#Load Necessary Libraries
library(tidyverse)
library(tseries)
library(forecast)

#Importing .csv file
Drought <- read_csv("/Users/carolinemazariegos/SCHOOL/STAT391/Project/DataTablesU.S.DroughtMonitor.csv")

Introduction

The U.S drought monitor (USDA) is data that is updated each Thursday to show the location and intensity of drought across the country. The data is based on the drought conditions based on how much precipitation did or didn’t fall, and it comes from the USDA website (https://droughtmonitor.unl.edu/). There are visuals and more information available on the website for further investigation. The data that was extracted includes a few variables, including the date, levels of classification where D0 is abnormally dry and D4 is an exceptional level of drought, and the DSCI (Drought Severity and Coverage Index).

The variables that will be looked at in the project are the date and DSCI. More specifically, the DSCI (Drought Severity and Coverage Index) has possible values that range from 0 to 500. Zero means that none of the area is abnormally dry or in drought, and 500 means that all of the area is in the D4 classification or is in an exceptional drought. The number is calculated using the percentages of the levels classification, but the USDA provides the dataset already with the values. The data used in this project looks at the intensity for U.S as a whole rather than by geographical locations or states.

To get a better understanding of the data, the following code provides a display of the first few rows of the data. It has been mutated to use only the two variables of interest; Week and DSCI:

Drought_new = Drought%>%
  select(Week, DSCI)%>%
  arrange(Week)

head(Drought_new)

## # A tibble: 6 × 2
##   Week        DSCI
##   <date>     <dbl>
## 1 2016-01-05    68
## 2 2016-01-12    65
## 3 2016-01-19    61
## 4 2016-01-26    59
## 5 2016-02-02    60
## 6 2016-02-09    58

Taking a closer look at the data, there is more that can be learned, but first the data must be turned into a time series. Based on the information that was provided on the website, the first observation begins on 2016-01-05 and the last observation is on 2023-04-04. Since there is an observation taking on the Thursday of every week, the frequency of the data is 52 (52 weeks in a year). The span of the data is approximately 8 years and 4 months. This information can be used to turn the data into a time series:

Drought.ts = ts(Drought_new[,2],start=c(2016,01),end=c(2023,04), frequency=52)

Visualization

To explore the time series data more, visualizations can be made of the data to better understand it.
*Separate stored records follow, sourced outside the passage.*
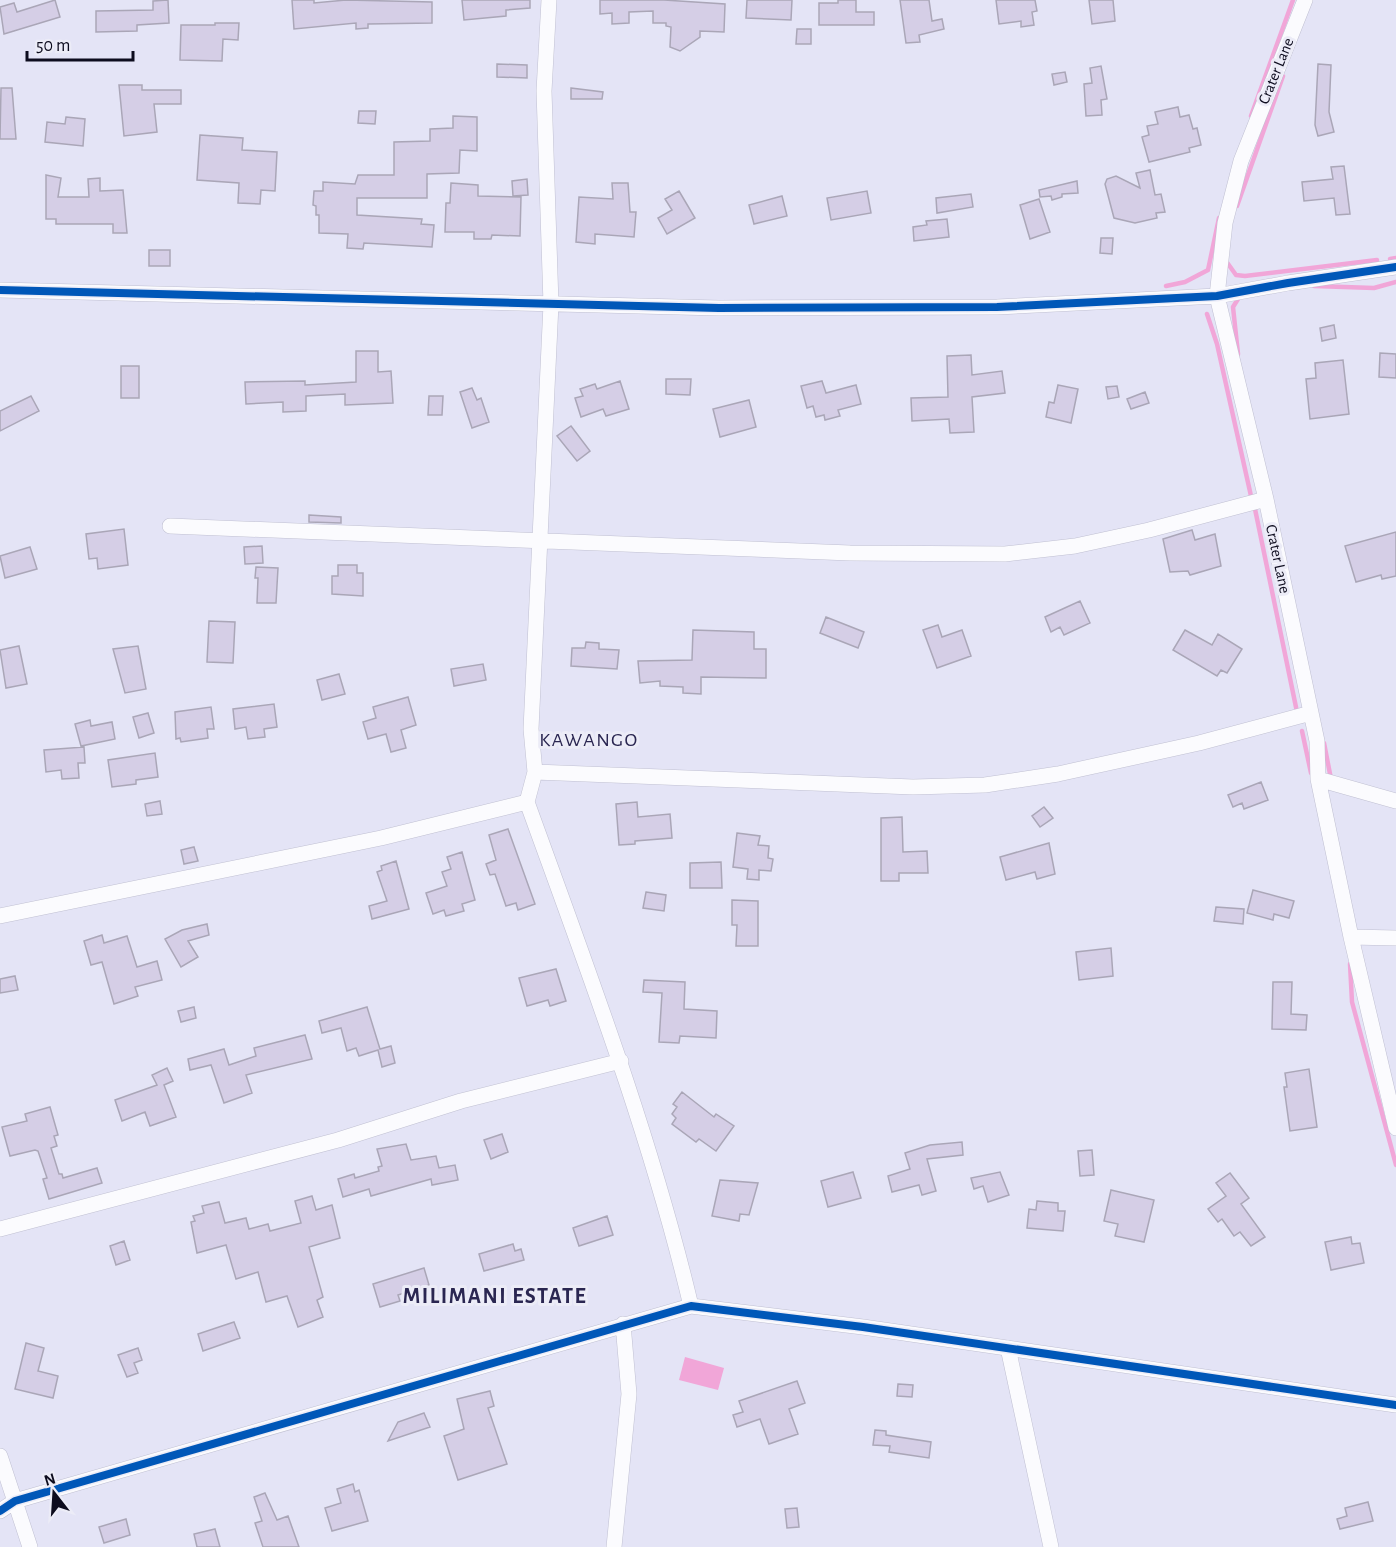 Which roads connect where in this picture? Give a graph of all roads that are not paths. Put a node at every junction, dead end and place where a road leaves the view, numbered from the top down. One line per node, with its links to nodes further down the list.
1 (549, 0): 6 (street)
2 (1305, 0): 5 (street, Crater Lane)
3 (1396, 267): 5 (street)
4 (0, 290): 6 (street)
5 (1217, 296): 6 (street); 7 (street, Crater Lane)
6 (551, 304): 9 (street)
7 (1266, 499): 9 (street); 10 (street, Crater Lane)
8 (170, 526): 9 (street)
9 (539, 540): 11 (street)
10 (1311, 713): 11 (street); 12 (street, Crater Lane)
11 (535, 772): 14 (street)
12 (1318, 779): 13 (street); 16 (street, Crater Lane)
13 (1396, 801)
14 (527, 802): 15 (street); 18 (street)
15 (0, 916)
16 (1351, 937): 17 (street); 19 (street, Crater Lane)
17 (1396, 939)
18 (621, 1061): 20 (street); 21 (street)
19 (1396, 1128)
20 (0, 1229)
21 (691, 1306): 22 (street); 23 (street)
22 (623, 1324): 26 (street); 29 (street)
23 (1008, 1348): 24 (street); 30 (street)
24 (1396, 1405)
25 (0, 1456): 26 (street)
26 (15, 1501): 27 (street); 28 (street)
27 (0, 1511)
28 (30, 1547)
29 (614, 1547)
30 (1051, 1547)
The time series line plot displays the values of DSCI over time. The x-axis displays the data of the observation while the y-axis represents the values of DSCI:

plot(Drought.ts, xlab = "Year", ylab = "DSCI", main = "U.S Drought Severity and Coverage Index Over Time")

The plot displays a large spike in DSCI around the year 2020, where the DSCI continues to stay at high values after 2021. There is overall a few trends of sharp increases throughout time. There appears to be some sort of seasonality in that there appears to be a small pattern of increase followed by a deep decrease that repeats itself throughout time. The plot also shows a slight change in variance in that the plot shows fluctuations in DSCI that increase and decrease over time. Overall, the plot shows a mean that does not change drastically over time. It does not show a trend of increasing or decreasing.
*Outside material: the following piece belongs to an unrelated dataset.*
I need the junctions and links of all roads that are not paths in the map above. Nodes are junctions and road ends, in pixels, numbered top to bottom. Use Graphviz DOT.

Because of the seasonal component that there might be, another potential helpful plot is the boxplot of the season component of the time series:

boxplot(Drought.ts ~cycle(Drought.ts), ylab = "DSCI", xlab = "Seasonal Cycle of 1 Year")

The boxplot shows the distribution of DSCI values within each seasonal cycle. A seasonal cycle in this time series is a year (52 weeks). By comparing the boxplots across the different cycles, the varying medians are visible. Because the medians and range of the boxplots increase and decrease, this suggests that there are seasonal effects that are changing over time. This is an indicator that seasonality may have to be addressed in the modeling process.

Decomposition Plot

A decomposition plot is another way to analyze the time series. It separates the time series into its underlying components. For this time series decomposition plot, it displays trend, seasonal, and random components.

Drought.decom = decompose(Drought.ts)
plot(Drought.decom)

The trend component of the decomposition plot shows a slow increase over time, and then a fast increase in DSCI after the year 2020 where it continues to remain high.

The seasonal component of the decomposition plot shows a pattern in which in a given year, the DSCI appears to reach very low values, only to drastically spike back up. This type of seasonality appears to be attributed with the different seasons found in the U.S and its impact on droughts.

Check Stationarity

To better analyze and create a strong model, checking for stationarity is important. First, it is important to check for any non-stationarity in the data. The Augmented Dickey-Fuller Test (adf) and acf test can help determine whether the time series is stationary:

acf(Drought.ts)

adf.test(Drought.ts)

## 
##  Augmented Dickey-Fuller Test
## 
## data:  Drought.ts
## Dickey-Fuller = -2.109, Lag order = 7, p-value = 0.531
## alternative hypothesis: stationary

ACF plot: Looking at the ACF plot, the ACF values never reach to be within the blue lines. Although it decreases, it never reaches a significant value. Because of this, I would not consider the plot an example of stationarity.

ADF test: As for the ADF test, the p-value = 0.531 The p-value of 0.531 > 0.05. This means that the null hypothesis (the data is non-stationary) cannot be rejected. We do not have enough evidence to assume that the data is stationary.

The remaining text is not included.